Окулов, хоть и казался как-то нехорошо рассеян, свято помнил, почто он тут, понимал — править отселе камо и векую[76].
Яблони улыбчиво белели... И был, наверно, миг: всем, как одному, хотелось — от здешнего дела прочь, хоть к чертям на кулички, но яблони... Яблони не могли обмануть сегодня никого. Тоже в них была и искренняя отстранённость, и робость, и тревога, но такие уж нездешние, незряшные, что саднящие панцири и колонтари под кафтанами, казалось, уже розовеют, наливаются победной чистотой... Нет, яблони сегодня не кривили, не обманывали. И был — с умножившейся вдруг до предела силой ярилова восхода — миг, когда, позабыв кабалы, и десятины, и ревность православия, каждый странно осязал через кольчужные колечки сладкое, тонкое сплочение своего сердца со всеми — тёплыми сквозь розные, толстоискусные латы — иными. Перед возможным вечным разлучением все стали вдруг странно дороги друг другу, а дороже сие вот невиданное чувство томительного, изначального, неразъёмно-вольного сплочения предсердных своих лепестков.
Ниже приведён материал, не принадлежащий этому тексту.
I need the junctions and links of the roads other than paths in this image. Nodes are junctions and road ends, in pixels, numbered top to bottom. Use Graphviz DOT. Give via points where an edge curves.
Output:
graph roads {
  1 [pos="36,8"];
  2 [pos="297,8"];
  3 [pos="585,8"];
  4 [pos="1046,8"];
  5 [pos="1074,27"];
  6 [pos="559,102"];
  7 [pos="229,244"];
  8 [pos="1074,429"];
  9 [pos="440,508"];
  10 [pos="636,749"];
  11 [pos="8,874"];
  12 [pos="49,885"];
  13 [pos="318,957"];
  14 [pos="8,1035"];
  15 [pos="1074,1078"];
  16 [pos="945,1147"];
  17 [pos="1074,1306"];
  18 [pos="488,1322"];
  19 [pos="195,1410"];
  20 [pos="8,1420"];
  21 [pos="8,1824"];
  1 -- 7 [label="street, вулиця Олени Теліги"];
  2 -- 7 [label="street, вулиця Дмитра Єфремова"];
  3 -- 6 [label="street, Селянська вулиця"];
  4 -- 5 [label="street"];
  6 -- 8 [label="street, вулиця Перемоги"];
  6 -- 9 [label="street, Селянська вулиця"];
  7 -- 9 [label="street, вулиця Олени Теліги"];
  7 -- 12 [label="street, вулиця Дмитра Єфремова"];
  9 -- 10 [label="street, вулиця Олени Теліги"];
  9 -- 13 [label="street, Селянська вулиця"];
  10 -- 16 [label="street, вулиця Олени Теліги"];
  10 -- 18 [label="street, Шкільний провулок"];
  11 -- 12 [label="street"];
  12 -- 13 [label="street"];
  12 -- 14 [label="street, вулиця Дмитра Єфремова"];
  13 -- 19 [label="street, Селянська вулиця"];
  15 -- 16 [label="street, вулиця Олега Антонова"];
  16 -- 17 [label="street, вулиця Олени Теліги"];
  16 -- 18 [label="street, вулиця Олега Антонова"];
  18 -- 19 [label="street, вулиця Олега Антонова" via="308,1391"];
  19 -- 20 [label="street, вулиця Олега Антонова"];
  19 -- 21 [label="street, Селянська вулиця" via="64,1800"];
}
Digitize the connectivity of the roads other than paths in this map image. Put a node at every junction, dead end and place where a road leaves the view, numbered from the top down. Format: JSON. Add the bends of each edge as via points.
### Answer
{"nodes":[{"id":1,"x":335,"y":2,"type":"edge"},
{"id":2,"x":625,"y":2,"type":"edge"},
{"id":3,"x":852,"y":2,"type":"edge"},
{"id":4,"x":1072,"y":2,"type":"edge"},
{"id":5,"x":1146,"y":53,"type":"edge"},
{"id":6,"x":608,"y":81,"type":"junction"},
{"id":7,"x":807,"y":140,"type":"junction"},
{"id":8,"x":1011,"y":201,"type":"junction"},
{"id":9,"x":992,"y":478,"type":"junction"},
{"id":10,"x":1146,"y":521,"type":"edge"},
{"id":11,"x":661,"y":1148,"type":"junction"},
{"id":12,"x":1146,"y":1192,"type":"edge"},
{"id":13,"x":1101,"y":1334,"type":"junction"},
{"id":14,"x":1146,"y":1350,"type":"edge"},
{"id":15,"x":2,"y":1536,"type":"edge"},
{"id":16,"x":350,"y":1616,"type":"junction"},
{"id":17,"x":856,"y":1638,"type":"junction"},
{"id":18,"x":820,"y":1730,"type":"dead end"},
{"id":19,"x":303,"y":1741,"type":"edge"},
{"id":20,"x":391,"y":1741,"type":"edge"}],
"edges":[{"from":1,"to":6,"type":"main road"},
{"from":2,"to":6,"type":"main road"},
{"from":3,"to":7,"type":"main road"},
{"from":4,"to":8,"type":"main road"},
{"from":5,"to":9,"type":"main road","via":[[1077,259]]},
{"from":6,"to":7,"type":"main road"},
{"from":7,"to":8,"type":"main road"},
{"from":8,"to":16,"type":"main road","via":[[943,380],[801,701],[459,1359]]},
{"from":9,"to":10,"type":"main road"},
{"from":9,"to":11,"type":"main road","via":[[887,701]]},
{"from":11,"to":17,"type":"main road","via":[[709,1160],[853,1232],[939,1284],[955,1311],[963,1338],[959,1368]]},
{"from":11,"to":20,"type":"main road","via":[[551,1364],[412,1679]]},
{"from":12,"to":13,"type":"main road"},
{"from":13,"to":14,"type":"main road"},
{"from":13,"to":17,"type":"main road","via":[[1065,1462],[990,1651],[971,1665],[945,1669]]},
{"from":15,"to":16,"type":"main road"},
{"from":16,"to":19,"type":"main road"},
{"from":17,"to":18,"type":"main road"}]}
Только Шуйский-старший (без братьев, скачущих сейчас, согласно замыслу, иными весями) один сидел при свечах в верхней горнице и, измусолив бороду молитвой, был уставлен перекошенно на моравские пристенные часы: через двадцать «шагов» сказочно выкованной стрелки на Кремле сменяют караулы. Через восемь «шагов» ровно — Татищева с Головиным из западных ворот пускать...
Всё только начиналось. Вернее, ещё не началось ничего. Помазав в эту бестрепетно-чёрную ночь усы и ноздри сон-травой, князь Василий мгновенно проник пять часов своей ночи и с одреца встал в должный срок — сызнова жив и свеж, как из соратников его немногие. Качнувшийся бессонно слуга, должный разбудить князя только через три минуты, умыл его над гулкой лоханкой и подал бородавчатого вчерашнего сбитню, от которого вкус сна — непропекшихся волокон какой-то дичи на дёснах — стал лишь противнее.
76
Куда и почему.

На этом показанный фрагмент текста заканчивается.